Covelli and other people whom Holden and Botkin have worked with may feel better, but some psychologists have doubts.
“What I object to is labeling it in such a way that they may actually be able to contact their loved one. To me that’s no different than holding a séance,” said Roberta Diddel, a licensed counselor and lecturer in the Rice University psychology department. “It’s an implied promise that you’re going to be able to connect with someone who passed away, and as far as we know that’s not possible.”
She said healthy recovery from the loss of a loved one means eventually accepting that they’re gone, not searching for their ghost.
“The way they they’re labeling it creates the false sense that you’re actually going to get in touch with that person,” Diddel said.
Before taking participants through the process at the Lewisville church, Holden told them that they might not experience anything. She said she always tells people this.
Cyndi Rowan said that skeptics like Diddel can say what they want but that IADCs help healing.
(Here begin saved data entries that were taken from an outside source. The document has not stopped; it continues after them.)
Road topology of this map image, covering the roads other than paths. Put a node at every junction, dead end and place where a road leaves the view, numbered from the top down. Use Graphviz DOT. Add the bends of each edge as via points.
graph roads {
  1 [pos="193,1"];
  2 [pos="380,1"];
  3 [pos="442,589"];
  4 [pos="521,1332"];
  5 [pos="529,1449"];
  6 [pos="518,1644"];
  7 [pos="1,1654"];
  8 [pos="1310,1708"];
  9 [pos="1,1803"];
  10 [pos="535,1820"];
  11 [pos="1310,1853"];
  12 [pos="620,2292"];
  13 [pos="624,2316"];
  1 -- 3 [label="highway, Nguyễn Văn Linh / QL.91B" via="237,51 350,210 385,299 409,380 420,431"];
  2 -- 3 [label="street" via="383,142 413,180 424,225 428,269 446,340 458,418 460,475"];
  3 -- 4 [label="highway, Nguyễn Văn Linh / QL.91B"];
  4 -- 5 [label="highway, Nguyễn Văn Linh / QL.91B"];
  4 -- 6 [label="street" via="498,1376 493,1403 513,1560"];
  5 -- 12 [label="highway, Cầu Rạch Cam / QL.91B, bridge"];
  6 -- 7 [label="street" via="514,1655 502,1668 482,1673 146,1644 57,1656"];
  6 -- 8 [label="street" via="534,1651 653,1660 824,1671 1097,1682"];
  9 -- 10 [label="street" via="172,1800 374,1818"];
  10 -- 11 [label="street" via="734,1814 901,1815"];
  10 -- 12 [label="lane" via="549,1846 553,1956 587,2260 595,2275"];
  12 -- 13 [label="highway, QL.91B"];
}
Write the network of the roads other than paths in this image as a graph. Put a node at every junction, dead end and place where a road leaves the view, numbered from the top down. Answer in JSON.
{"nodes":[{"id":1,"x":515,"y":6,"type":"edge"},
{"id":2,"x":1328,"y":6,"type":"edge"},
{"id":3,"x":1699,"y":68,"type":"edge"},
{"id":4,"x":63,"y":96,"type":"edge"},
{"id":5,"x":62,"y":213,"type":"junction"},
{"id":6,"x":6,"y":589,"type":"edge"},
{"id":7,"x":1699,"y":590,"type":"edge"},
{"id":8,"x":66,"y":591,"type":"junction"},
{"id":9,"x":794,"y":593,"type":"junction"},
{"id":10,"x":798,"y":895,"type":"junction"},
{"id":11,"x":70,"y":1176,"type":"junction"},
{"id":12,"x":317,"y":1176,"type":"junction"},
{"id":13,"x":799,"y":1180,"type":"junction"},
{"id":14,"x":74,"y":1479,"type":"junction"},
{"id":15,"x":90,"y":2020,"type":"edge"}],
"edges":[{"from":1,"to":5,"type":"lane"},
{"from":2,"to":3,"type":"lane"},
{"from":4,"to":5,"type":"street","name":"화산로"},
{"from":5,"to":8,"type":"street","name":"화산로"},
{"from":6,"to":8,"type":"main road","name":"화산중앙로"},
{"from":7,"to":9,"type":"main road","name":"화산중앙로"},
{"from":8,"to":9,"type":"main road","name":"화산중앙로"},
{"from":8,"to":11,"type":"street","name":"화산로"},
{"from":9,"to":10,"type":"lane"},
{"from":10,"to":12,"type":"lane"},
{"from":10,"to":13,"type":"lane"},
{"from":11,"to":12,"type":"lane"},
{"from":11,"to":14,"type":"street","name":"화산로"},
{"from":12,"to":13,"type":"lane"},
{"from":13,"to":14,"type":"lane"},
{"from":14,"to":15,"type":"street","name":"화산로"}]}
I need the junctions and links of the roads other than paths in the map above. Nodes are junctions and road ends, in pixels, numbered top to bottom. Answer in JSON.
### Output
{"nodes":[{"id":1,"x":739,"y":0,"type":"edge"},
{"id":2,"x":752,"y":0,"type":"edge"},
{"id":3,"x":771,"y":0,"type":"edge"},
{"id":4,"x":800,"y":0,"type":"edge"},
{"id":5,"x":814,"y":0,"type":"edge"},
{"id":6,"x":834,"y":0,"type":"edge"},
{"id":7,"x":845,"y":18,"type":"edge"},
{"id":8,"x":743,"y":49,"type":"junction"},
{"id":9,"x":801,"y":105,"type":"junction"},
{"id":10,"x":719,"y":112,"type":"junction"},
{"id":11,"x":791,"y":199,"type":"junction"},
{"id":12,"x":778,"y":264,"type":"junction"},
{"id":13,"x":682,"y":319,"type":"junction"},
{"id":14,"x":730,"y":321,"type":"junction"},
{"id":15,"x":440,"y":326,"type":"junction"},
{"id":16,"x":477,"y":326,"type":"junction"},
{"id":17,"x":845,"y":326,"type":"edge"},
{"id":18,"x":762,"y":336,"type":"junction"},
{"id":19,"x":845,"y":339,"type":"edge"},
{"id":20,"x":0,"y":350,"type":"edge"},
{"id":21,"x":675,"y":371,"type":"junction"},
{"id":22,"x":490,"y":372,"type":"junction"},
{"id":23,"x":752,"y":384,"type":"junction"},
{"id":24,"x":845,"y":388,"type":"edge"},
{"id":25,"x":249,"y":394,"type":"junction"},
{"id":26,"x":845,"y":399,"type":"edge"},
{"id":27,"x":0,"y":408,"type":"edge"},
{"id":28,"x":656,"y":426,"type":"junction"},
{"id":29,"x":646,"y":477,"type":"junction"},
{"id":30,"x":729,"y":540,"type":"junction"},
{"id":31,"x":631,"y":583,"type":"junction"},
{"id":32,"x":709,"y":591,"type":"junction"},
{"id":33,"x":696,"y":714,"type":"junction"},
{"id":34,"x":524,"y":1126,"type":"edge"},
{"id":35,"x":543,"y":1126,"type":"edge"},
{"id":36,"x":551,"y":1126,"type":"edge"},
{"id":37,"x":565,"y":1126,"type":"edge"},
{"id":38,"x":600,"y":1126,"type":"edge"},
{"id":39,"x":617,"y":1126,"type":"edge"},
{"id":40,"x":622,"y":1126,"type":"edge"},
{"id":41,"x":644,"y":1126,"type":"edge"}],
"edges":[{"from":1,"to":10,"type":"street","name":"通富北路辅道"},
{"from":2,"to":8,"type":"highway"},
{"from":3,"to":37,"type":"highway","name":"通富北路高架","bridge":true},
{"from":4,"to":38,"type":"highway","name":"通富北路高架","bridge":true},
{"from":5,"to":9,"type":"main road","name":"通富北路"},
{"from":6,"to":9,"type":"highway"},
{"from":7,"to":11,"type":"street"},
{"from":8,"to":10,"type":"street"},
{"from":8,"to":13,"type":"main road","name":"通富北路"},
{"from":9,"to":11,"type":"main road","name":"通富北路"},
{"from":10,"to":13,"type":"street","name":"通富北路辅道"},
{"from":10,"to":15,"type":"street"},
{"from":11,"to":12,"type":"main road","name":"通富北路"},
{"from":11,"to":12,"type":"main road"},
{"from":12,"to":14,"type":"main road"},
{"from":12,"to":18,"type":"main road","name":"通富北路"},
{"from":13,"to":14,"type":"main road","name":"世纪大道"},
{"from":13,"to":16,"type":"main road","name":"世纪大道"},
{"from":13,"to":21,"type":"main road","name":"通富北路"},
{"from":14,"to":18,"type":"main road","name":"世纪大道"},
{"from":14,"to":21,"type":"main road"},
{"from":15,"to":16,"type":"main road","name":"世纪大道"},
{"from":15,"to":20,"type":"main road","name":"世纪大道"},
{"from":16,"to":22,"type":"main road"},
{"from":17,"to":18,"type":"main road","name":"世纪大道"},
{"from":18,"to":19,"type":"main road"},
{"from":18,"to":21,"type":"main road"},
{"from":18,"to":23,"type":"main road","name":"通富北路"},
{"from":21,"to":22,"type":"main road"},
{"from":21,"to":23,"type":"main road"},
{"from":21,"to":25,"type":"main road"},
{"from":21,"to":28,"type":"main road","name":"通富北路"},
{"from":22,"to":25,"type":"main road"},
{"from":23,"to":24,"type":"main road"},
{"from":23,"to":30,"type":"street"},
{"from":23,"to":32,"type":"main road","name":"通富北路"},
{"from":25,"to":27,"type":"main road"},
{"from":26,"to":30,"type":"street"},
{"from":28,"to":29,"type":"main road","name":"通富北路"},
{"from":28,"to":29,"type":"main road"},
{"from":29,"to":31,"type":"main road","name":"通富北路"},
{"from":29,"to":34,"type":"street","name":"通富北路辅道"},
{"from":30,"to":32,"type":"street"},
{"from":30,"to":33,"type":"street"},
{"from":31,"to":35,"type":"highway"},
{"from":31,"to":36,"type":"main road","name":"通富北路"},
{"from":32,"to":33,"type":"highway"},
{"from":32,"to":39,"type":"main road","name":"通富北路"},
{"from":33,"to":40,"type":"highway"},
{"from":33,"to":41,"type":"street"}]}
The 50-year-old Fort Worth mother of three went to Holden’s meeting in search of her daughter, who died in a car accident at age 18 more than a year and a half ago.
While Covelli tried to commune with her friend, Rowan was in another room trying to reach out to her daughter.
She swears it worked.
Rowan said she saw her daughter’s leather jacket and heard the leather crackle.
“It was so real. I thought ‘Am I making up something? Am I hallucinating?’ But it was there,” she said. “I just felt like I was smiling from within my chest, just a very euphoric feeling.”
When she opened her eyes, Rowan said, she remarked to others in the room how strange it was that a car drove by playing loud music like the kind her daughter used to play in her car. The others told her they heard no such thing.
Also, a woman who had never seen even a picture of Rowan’s daughter said she saw her and described what she looked like.
“She said she felt Heather was trying to tap me on the shoulder and tell me everything was OK,” Rowan said.
After almost nonstop uncontrollable crying since the accident, Rowan said she finally felt better.
“It’s been over a week, and I feel tremendous,” Rowan said later in an interview. “I felt a sense of peace come over me that evening, and I’ve felt that way ever since.”